Callie LeRoux knows dust. And that’s about
it, really, since everything she thought she knew just blew away like, well, dust. In a dust storm. That’s literal,
by the way.
You see, this “dust girl” of Dust-Bowl era
Kansas lives with her mother in the Imperial Hotel which her grandparents
started back when there were people passing through and money to be made. The
“black blizzards” and the Depression have driven away both, as well as all but
a handful of townsfolk. Really, the doctor should’ve taken the town sign with him
as he pulled out hours before the story-changing storm blew in.
So, in the pre-storm hours of that fateful
day in April, Callie knew 3 things:
1. She had to wear a scarf over her mouth
every time she went outside to keep her
dust pneumonia from worsening.
2. The last name people knew her by –
McGinty – came from a traveling salesman Mama let the town believe was her
father. Her real papa’s promise to return is what kept Mama in Slow Run long
after it ceased being a safe or in any way pleasant place to be.

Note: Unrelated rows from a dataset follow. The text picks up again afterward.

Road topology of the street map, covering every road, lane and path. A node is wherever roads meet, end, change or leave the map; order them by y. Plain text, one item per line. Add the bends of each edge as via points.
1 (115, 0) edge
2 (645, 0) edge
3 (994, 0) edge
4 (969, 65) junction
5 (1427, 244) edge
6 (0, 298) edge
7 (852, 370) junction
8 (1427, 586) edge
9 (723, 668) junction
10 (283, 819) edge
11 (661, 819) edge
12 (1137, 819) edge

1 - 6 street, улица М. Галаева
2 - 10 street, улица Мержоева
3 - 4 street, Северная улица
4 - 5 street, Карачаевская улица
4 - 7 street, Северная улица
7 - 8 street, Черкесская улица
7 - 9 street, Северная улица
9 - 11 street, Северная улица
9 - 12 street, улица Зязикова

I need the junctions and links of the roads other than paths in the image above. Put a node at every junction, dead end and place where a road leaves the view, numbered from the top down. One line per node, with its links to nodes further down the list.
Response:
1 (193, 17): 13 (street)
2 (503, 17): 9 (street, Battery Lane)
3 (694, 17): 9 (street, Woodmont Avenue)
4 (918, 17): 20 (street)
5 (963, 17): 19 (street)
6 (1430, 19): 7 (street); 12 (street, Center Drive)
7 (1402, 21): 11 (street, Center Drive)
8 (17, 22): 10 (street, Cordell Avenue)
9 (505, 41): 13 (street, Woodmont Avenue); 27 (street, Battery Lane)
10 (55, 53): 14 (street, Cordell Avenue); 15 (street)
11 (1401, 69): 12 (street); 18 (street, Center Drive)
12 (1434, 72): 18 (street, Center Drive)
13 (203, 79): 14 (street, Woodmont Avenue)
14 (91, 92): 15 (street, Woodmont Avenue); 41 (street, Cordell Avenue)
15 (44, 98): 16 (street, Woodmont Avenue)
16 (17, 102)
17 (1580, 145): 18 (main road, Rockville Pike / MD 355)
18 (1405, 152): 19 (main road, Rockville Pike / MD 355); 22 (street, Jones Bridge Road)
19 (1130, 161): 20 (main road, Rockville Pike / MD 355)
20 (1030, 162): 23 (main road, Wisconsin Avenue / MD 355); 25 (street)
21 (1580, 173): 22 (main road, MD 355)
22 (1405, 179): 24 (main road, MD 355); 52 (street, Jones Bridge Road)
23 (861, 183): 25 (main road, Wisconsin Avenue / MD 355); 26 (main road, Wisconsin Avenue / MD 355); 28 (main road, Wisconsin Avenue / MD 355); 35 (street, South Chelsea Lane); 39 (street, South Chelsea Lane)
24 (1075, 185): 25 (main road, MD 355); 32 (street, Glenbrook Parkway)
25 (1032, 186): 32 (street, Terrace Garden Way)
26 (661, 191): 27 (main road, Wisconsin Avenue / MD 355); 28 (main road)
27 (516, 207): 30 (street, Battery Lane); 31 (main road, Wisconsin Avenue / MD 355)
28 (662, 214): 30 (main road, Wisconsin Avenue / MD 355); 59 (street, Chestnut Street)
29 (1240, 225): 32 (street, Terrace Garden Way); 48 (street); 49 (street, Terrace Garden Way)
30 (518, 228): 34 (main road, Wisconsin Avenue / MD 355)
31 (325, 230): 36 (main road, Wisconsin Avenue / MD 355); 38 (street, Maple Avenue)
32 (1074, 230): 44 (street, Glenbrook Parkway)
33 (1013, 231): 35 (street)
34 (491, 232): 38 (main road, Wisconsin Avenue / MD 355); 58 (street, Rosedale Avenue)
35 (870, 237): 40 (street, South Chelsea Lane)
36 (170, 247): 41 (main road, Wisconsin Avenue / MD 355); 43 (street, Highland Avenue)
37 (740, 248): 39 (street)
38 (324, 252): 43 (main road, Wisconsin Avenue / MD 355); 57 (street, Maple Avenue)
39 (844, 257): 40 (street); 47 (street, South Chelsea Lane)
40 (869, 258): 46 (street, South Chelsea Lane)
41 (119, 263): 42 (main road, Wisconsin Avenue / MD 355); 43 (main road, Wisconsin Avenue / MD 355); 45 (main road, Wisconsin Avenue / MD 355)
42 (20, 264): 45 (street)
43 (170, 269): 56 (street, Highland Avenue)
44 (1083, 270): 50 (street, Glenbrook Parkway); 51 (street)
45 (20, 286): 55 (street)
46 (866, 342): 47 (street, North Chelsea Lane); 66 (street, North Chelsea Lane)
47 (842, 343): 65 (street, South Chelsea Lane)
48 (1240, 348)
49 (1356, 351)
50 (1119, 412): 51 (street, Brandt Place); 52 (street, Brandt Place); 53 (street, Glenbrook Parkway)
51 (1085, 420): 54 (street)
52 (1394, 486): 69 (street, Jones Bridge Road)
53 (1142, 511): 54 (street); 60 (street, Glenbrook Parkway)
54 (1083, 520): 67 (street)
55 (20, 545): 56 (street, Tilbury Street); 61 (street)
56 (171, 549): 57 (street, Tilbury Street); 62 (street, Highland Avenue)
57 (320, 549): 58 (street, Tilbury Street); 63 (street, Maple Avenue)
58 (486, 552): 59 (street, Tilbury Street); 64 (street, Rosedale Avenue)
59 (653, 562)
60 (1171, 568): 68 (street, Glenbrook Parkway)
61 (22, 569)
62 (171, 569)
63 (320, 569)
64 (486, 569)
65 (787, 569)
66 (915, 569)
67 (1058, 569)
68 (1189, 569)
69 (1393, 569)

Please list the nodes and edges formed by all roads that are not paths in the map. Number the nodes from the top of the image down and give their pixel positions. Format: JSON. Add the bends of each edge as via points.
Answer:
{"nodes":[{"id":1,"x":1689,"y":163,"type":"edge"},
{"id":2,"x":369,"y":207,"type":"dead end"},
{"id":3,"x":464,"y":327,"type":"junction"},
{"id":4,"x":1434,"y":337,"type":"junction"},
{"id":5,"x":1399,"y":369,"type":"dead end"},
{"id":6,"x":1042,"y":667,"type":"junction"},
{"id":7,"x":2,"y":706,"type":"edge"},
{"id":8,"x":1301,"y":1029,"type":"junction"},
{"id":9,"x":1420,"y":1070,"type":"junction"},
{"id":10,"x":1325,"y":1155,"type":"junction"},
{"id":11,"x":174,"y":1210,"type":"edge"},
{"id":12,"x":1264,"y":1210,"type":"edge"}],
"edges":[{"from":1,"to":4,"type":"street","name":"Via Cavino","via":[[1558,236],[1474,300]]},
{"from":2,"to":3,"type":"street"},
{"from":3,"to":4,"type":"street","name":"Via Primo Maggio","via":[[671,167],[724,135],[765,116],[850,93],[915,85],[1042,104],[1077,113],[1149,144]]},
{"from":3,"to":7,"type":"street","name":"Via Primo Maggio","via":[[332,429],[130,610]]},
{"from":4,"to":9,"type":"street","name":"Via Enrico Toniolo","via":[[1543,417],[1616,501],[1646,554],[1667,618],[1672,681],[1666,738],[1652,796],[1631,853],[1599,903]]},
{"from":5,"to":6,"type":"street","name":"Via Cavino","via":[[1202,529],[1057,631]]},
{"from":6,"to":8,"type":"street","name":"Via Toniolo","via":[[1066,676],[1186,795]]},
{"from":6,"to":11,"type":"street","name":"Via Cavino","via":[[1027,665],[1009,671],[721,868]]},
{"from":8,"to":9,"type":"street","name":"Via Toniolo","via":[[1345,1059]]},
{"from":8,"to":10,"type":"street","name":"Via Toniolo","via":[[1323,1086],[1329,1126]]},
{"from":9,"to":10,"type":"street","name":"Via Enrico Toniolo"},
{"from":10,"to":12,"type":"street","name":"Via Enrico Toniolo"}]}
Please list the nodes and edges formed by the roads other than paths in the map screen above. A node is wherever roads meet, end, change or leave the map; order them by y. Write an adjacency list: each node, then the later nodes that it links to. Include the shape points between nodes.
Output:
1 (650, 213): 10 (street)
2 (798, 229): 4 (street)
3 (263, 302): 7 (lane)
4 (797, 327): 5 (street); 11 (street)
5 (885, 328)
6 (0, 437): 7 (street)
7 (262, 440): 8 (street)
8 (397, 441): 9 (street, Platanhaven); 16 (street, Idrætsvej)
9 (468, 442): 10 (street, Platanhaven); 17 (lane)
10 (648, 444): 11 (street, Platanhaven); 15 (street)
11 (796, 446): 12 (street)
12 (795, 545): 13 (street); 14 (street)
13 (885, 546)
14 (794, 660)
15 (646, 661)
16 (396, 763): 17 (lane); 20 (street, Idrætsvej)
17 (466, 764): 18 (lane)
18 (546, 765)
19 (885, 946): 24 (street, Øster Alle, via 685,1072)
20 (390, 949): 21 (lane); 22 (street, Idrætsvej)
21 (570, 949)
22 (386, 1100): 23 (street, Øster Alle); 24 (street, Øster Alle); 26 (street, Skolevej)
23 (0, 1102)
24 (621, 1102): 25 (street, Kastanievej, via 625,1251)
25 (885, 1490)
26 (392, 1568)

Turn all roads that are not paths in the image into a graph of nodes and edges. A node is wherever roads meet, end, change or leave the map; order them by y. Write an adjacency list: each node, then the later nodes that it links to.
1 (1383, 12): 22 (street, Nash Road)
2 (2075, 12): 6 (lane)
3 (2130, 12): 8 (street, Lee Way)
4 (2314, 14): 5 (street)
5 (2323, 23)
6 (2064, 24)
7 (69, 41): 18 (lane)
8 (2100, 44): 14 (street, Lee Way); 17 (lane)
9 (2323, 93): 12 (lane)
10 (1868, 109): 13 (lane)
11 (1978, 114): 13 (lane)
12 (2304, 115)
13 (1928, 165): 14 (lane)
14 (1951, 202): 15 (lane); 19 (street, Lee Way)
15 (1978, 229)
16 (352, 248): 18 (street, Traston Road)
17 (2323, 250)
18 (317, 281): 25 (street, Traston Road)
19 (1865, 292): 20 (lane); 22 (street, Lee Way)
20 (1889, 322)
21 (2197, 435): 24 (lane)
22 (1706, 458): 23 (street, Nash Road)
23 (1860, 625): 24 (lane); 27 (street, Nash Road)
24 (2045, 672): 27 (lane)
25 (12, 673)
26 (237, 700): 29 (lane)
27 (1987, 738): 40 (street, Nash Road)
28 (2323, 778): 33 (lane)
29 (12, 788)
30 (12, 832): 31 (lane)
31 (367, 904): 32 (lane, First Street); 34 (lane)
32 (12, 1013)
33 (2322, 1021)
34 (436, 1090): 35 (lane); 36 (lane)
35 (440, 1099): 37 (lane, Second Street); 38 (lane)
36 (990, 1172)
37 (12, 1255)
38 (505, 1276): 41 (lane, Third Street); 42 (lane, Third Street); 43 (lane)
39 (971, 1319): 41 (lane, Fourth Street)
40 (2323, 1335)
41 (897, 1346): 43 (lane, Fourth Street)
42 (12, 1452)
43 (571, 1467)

3. NO ONE was supposed to touch the grand
piano under the sheet in the Moonlight Room.
But then Mama changed the rules. She ordered Callie to play, and, like the parabled flap of world-altering butterfly wings, Callie’s touch on the piano triggers a catastrophic ripple that brings on the storm of all storms. Its winds carry away her mother and its wake deposits a family of human locusts at door. Okay, not actually humans nor locusts, but fairies, who reveal that Callie is also one of them. Thus begins Callie’s epic (and first ever) journey out of Slow Run to search for both her parents and her true self.
Little by little, or in her case too much
by none and over again, Callie learns about her magic, the best lesson of all
(and from my favorite character in the book) being this: “It’s like pepper in
the soup – you want just enough to do the job, and no more.”